Flanders Hotel

The Cape May County and New Jersey departments of health are investigating reports that 42 guests fell ill after attending an April 30, 2016, wedding at the Flanders Hotel in Ocean City. (The Press of Atlantic City/ Viviana Pernot)

OCEAN CITY — The Cape May County and state health departments are investigating reports of an illness that affected dozens of people who attended a wedding at the Flanders Hotel last month.

Kevin Thomas, public health coordinator for the county, said Monday that 42 of 150 guests were confirmed to have fallen ill a day or two after the April 30 wedding.

He said the state was notified as is mandated of the “suspicious outbreak” and that the county is surveying each of the affected people to identify possible causes.

“No one has ever gotten sick here before,” said Karen Bergman, catering director for the Flanders. “We’re very careful. We play by the rules.

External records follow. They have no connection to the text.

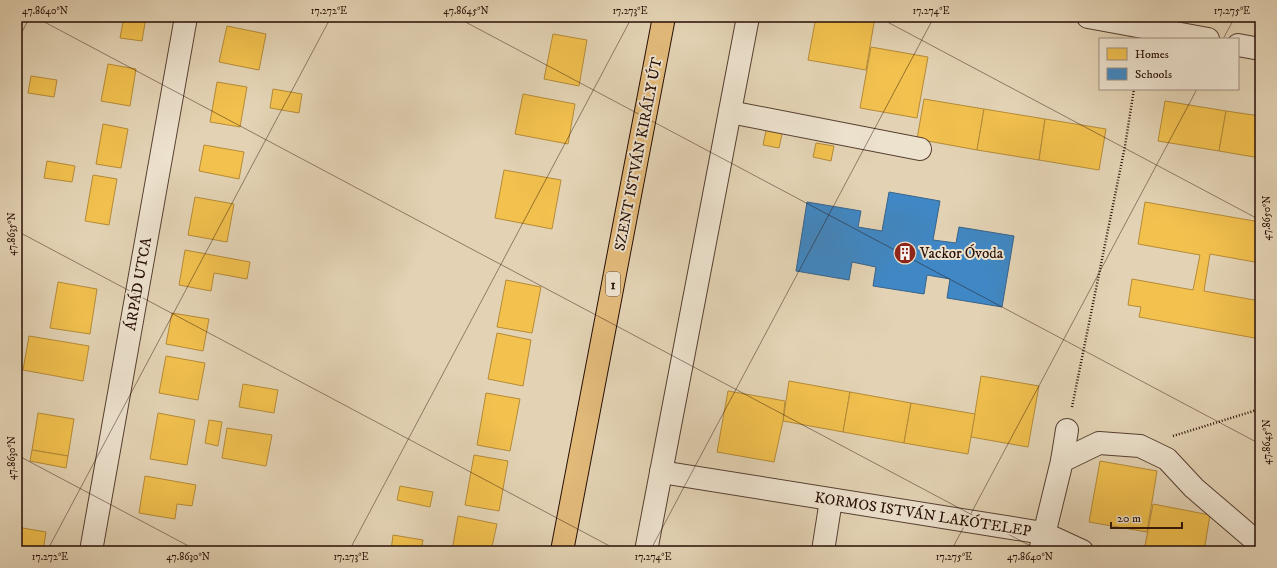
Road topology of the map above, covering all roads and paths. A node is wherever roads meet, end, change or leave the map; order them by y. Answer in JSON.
{"nodes":[{"id":1,"x":186,"y":17,"type":"edge"},
{"id":2,"x":664,"y":17,"type":"edge"},
{"id":3,"x":748,"y":17,"type":"edge"},
{"id":4,"x":1088,"y":17,"type":"edge"},
{"id":5,"x":1124,"y":20,"type":"edge"},
{"id":6,"x":1204,"y":38,"type":"edge"},
{"id":7,"x":1239,"y":45,"type":"edge"},
{"id":8,"x":1260,"y":49,"type":"edge"},
{"id":9,"x":1134,"y":90,"type":"edge"},
{"id":10,"x":730,"y":112,"type":"junction"},
{"id":11,"x":920,"y":149,"type":"dead end"},
{"id":12,"x":1260,"y":409,"type":"edge"},
{"id":13,"x":1067,"y":430,"type":"joint"},
{"id":14,"x":1140,"y":446,"type":"junction"},
{"id":15,"x":1062,"y":461,"type":"junction"},
{"id":16,"x":661,"y":472,"type":"junction"},
{"id":17,"x":831,"y":500,"type":"junction"},
{"id":18,"x":1041,"y":542,"type":"edge"},
{"id":19,"x":1260,"y":543,"type":"edge"},
{"id":20,"x":91,"y":551,"type":"edge"},
{"id":21,"x":562,"y":551,"type":"edge"},
{"id":22,"x":646,"y":551,"type":"edge"},
{"id":23,"x":824,"y":551,"type":"edge"},
{"id":24,"x":1082,"y":551,"type":"edge"}],
"edges":[{"from":1,"to":20,"type":"street","name":"ÁRPÁD UTCA"},
{"from":2,"to":21,"type":"main road","name":"SZENT ISTVÁN KIRÁLY ÚT","number":"1"},
{"from":3,"to":10,"type":"street"},
{"from":4,"to":5,"type":"street"},
{"from":5,"to":6,"type":"street"},
{"from":7,"to":8,"type":"street"},
{"from":9,"to":13,"type":"path"},
{"from":10,"to":11,"type":"street"},
{"from":10,"to":16,"type":"street"},
{"from":12,"to":14,"type":"path"},
{"from":13,"to":15,"type":"street","name":"KORMOS ISTVÁN LAKÓTELEP"},
{"from":14,"to":15,"type":"street"},
{"from":14,"to":19,"type":"street"},
{"from":15,"to":18,"type":"street","name":"KORMOS ISTVÁN LAKÓTELEP"},
{"from":16,"to":17,"type":"street","name":"KORMOS ISTVÁN LAKÓTELEP"},
{"from":16,"to":22,"type":"street"},
{"from":17,"to":18,"type":"street","name":"KORMOS ISTVÁN LAKÓTELEP"},
{"from":17,"to":23,"type":"street"},
{"from":18,"to":24,"type":"street"}]}
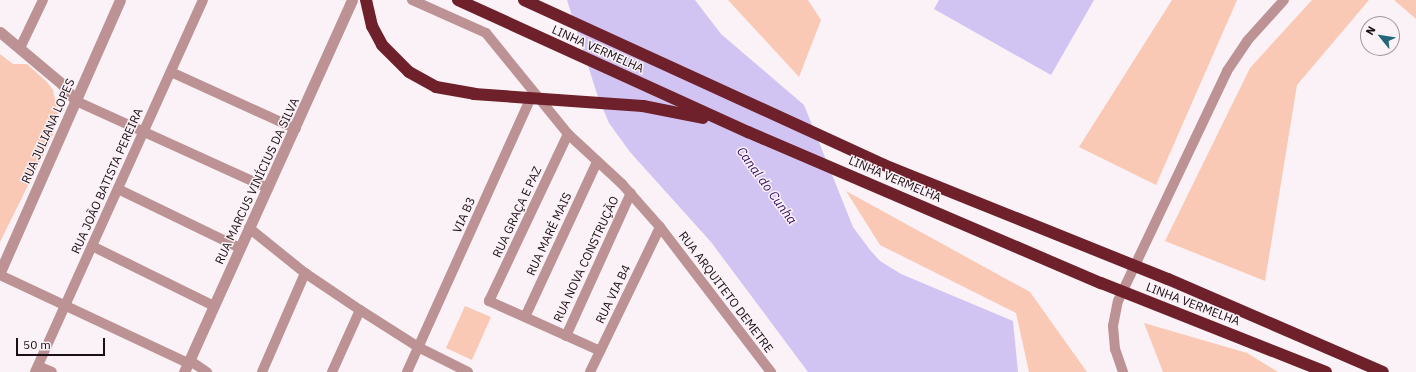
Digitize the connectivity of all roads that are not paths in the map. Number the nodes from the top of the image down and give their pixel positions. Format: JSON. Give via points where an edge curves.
{"nodes":[{"id":1,"x":43,"y":0,"type":"edge"},
{"id":2,"x":120,"y":0,"type":"edge"},
{"id":3,"x":203,"y":0,"type":"edge"},
{"id":4,"x":352,"y":0,"type":"edge"},
{"id":5,"x":366,"y":0,"type":"edge"},
{"id":6,"x":412,"y":0,"type":"edge"},
{"id":7,"x":458,"y":0,"type":"edge"},
{"id":8,"x":524,"y":0,"type":"edge"},
{"id":9,"x":1284,"y":0,"type":"edge"},
{"id":10,"x":0,"y":32,"type":"edge"},
{"id":11,"x":20,"y":48,"type":"junction"},
{"id":12,"x":171,"y":72,"type":"junction"},
{"id":13,"x":533,"y":93,"type":"junction"},
{"id":14,"x":76,"y":101,"type":"junction"},
{"id":15,"x":296,"y":129,"type":"junction"},
{"id":16,"x":145,"y":130,"type":"junction"},
{"id":17,"x":748,"y":132,"type":"junction"},
{"id":18,"x":568,"y":134,"type":"junction"},
{"id":19,"x":598,"y":162,"type":"junction"},
{"id":20,"x":268,"y":188,"type":"junction"},
{"id":21,"x":118,"y":189,"type":"junction"},
{"id":22,"x":631,"y":194,"type":"junction"},
{"id":23,"x":660,"y":227,"type":"junction"},
{"id":24,"x":248,"y":228,"type":"junction"},
{"id":25,"x":92,"y":246,"type":"junction"},
{"id":26,"x":240,"y":248,"type":"junction"},
{"id":27,"x":0,"y":272,"type":"edge"},
{"id":28,"x":305,"y":273,"type":"junction"},
{"id":29,"x":0,"y":275,"type":"edge"},
{"id":30,"x":65,"y":305,"type":"junction"},
{"id":31,"x":214,"y":306,"type":"junction"},
{"id":32,"x":360,"y":310,"type":"junction"},
{"id":33,"x":525,"y":317,"type":"junction"},
{"id":34,"x":566,"y":336,"type":"junction"},
{"id":35,"x":418,"y":347,"type":"junction"},
{"id":36,"x":600,"y":351,"type":"junction"},
{"id":37,"x":187,"y":365,"type":"edge"},
{"id":38,"x":37,"y":369,"type":"edge"},
{"id":39,"x":52,"y":372,"type":"edge"},
{"id":40,"x":207,"y":372,"type":"edge"},
{"id":41,"x":262,"y":372,"type":"edge"},
{"id":42,"x":332,"y":372,"type":"edge"},
{"id":43,"x":407,"y":372,"type":"edge"},
{"id":44,"x":468,"y":372,"type":"edge"},
{"id":45,"x":590,"y":372,"type":"edge"},
{"id":46,"x":771,"y":372,"type":"edge"},
{"id":47,"x":1123,"y":372,"type":"edge"},
{"id":48,"x":1326,"y":372,"type":"edge"},
{"id":49,"x":1383,"y":372,"type":"edge"}],
"edges":[{"from":1,"to":11,"type":"street"},
{"from":2,"to":14,"type":"street","name":"RUA JULIANA LOPES"},
{"from":3,"to":12,"type":"street","name":"RUA JOÃO BATISTA PEREIRA"},
{"from":4,"to":15,"type":"street","name":"RUA MARCUS VINÍCIUS DA SILVA"},
{"from":5,"to":17,"type":"highway","via":[[372,26],[382,45],[409,72],[436,87],[474,94],[659,108]]},
{"from":6,"to":13,"type":"street","name":"RUA ARQUITETO DEMETRE","via":[[486,33]]},
{"from":7,"to":17,"type":"highway","name":"LINHA VERMELHA"},
{"from":8,"to":49,"type":"highway","name":"LINHA VERMELHA","via":[[884,165],[1168,278]]},
{"from":9,"to":47,"type":"street","via":[[1247,40],[1227,71],[1118,301],[1113,326],[1115,348]]},
{"from":10,"to":11,"type":"street"},
{"from":11,"to":14,"type":"street","via":[[62,84]]},
{"from":12,"to":15,"type":"street"},
{"from":12,"to":16,"type":"street","name":"RUA JOÃO BATISTA PEREIRA"},
{"from":13,"to":18,"type":"street","name":"RUA ARQUITETO DEMETRE"},
{"from":13,"to":35,"type":"street","name":"VIA B3"},
{"from":14,"to":16,"type":"street"},
{"from":14,"to":27,"type":"street","name":"RUA JULIANA LOPES"},
{"from":15,"to":20,"type":"street","name":"RUA MARCUS VINÍCIUS DA SILVA"},
{"from":16,"to":20,"type":"street"},
{"from":16,"to":21,"type":"street","name":"RUA JOÃO BATISTA PEREIRA"},
{"from":17,"to":48,"type":"highway","name":"LINHA VERMELHA","via":[[1101,283]]},
{"from":18,"to":19,"type":"street","name":"RUA ARQUITETO DEMETRE"},
{"from":18,"to":33,"type":"street","name":"RUA GRAÇA E PAZ","via":[[489,301]]},
{"from":19,"to":22,"type":"street","name":"RUA ARQUITETO DEMETRE"},
{"from":19,"to":33,"type":"street","name":"RUA MARÉ MAIS"},
{"from":20,"to":24,"type":"street","name":"RUA MARCUS VINÍCIUS DA SILVA"},
{"from":21,"to":25,"type":"street","name":"RUA JOÃO BATISTA PEREIRA"},
{"from":21,"to":26,"type":"street"},
{"from":22,"to":23,"type":"street","name":"RUA ARQUITETO DEMETRE"},
{"from":22,"to":34,"type":"street","name":"RUA NOVA CONSTRUÇÃO"},
{"from":23,"to":36,"type":"street","name":"RUA VIA B4"},
{"from":23,"to":46,"type":"street","name":"RUA ARQUITETO DEMETRE"},
{"from":24,"to":26,"type":"street","name":"RUA MARCUS VINÍCIUS DA SILVA"},
{"from":24,"to":28,"type":"street"},
{"from":25,"to":30,"type":"street","name":"RUA JOÃO BATISTA PEREIRA"},
{"from":25,"to":31,"type":"street"},
{"from":26,"to":31,"type":"street","name":"RUA MARCUS VINÍCIUS DA SILVA"},
{"from":28,"to":32,"type":"street"},
{"from":28,"to":41,"type":"street"},
{"from":29,"to":30,"type":"street"},
{"from":30,"to":37,"type":"street"},
{"from":30,"to":38,"type":"street","name":"RUA JOÃO BATISTA PEREIRA"},
{"from":31,"to":37,"type":"street","name":"RUA MARCUS VINÍCIUS DA SILVA"},
{"from":32,"to":35,"type":"street"},
{"from":32,"to":42,"type":"street"},
{"from":33,"to":34,"type":"street"},
{"from":34,"to":36,"type":"street"},
{"from":35,"to":43,"type":"street","name":"VIA B3"},
{"from":35,"to":44,"type":"street"},
{"from":36,"to":45,"type":"street","name":"RUA VIA B4"},
{"from":37,"to":40,"type":"street"},
{"from":38,"to":39,"type":"street"}]}
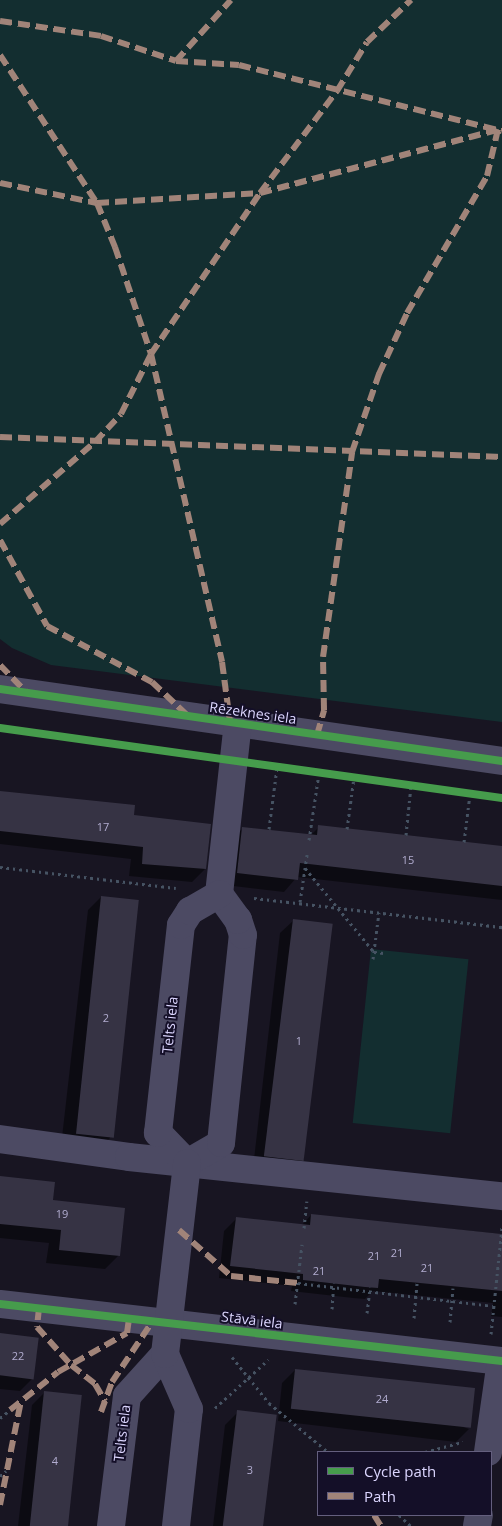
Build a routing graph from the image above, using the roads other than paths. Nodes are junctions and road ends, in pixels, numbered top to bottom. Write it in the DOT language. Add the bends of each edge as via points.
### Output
graph roads {
  1 [pos="0,689"];
  2 [pos="238,723"];
  3 [pos="502,761"];
  4 [pos="231,895"];
  5 [pos="0,1139"];
  6 [pos="187,1163"];
  7 [pos="502,1196"];
  8 [pos="0,1304"];
  9 [pos="168,1324"];
  10 [pos="164,1354"];
  11 [pos="502,1361"];
  12 [pos="489,1443"];
  13 [pos="111,1526"];
  14 [pos="176,1526"];
  1 -- 2 [label="street, Rēzeknes iela"];
  2 -- 3 [label="street, Rēzeknes iela"];
  2 -- 4 [label="street"];
  4 -- 6 [label="street" via="243,935 221,1143"];
  4 -- 6 [label="street, Telts iela" via="190,911 181,925 158,1133"];
  5 -- 6 [label="street"];
  6 -- 7 [label="street"];
  6 -- 9 [label="street"];
  8 -- 9 [label="street, Stāvā iela"];
  9 -- 10 [label="street"];
  9 -- 11 [label="street, Stāvā iela"];
  10 -- 13 [label="street, Telts iela" via="127,1396"];
  10 -- 14 [label="street" via="189,1409"];
  11 -- 12 [label="street"];
}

We take pride in what we do.”

Food poisoning and norovirus are the likeliest reasons for the outbreak, Thomas said, although it is possible no definitive cause will be identified.

“It’s difficult to determine,” he said, especially since the two illnesses share many of the same signs and symptoms.

Norovirus is a highly contagious disease that can be transmitted from an infected person, contaminated food or water, or by touching contaminated surfaces, according to the U.S. Centers for Disease Control and Prevention. It causes 19 million to 21 million illnesses a year, the center said.

“We find no fault with the Flanders,” said Lois Marcasciano, mother of the bride. “It was a flukey thing that people got sick. I would go back there again. I would have another wedding there.”

Thomas said the county received its first call May 4 that a wedding guest had fallen ill and that a health inspector visited the Flanders the same day. The facility passed the inspection and was not shut down at any time, he said.

There have been no other complaints involving the Flanders in the past five years, Thomas said.

Once the surveys from the affected guests are completed, the information will be analyzed by the state, he said.

Signs of norovirus usually begin 24 to 48 hours after exposure and last one to three days. Symptoms include nausea, vomiting, diarrhea, low-grade fever and abdominal pain. Signs of food-borne illness usually start within hours of consuming contaminated food. Symptoms include nausea, vomiting and diarrhea.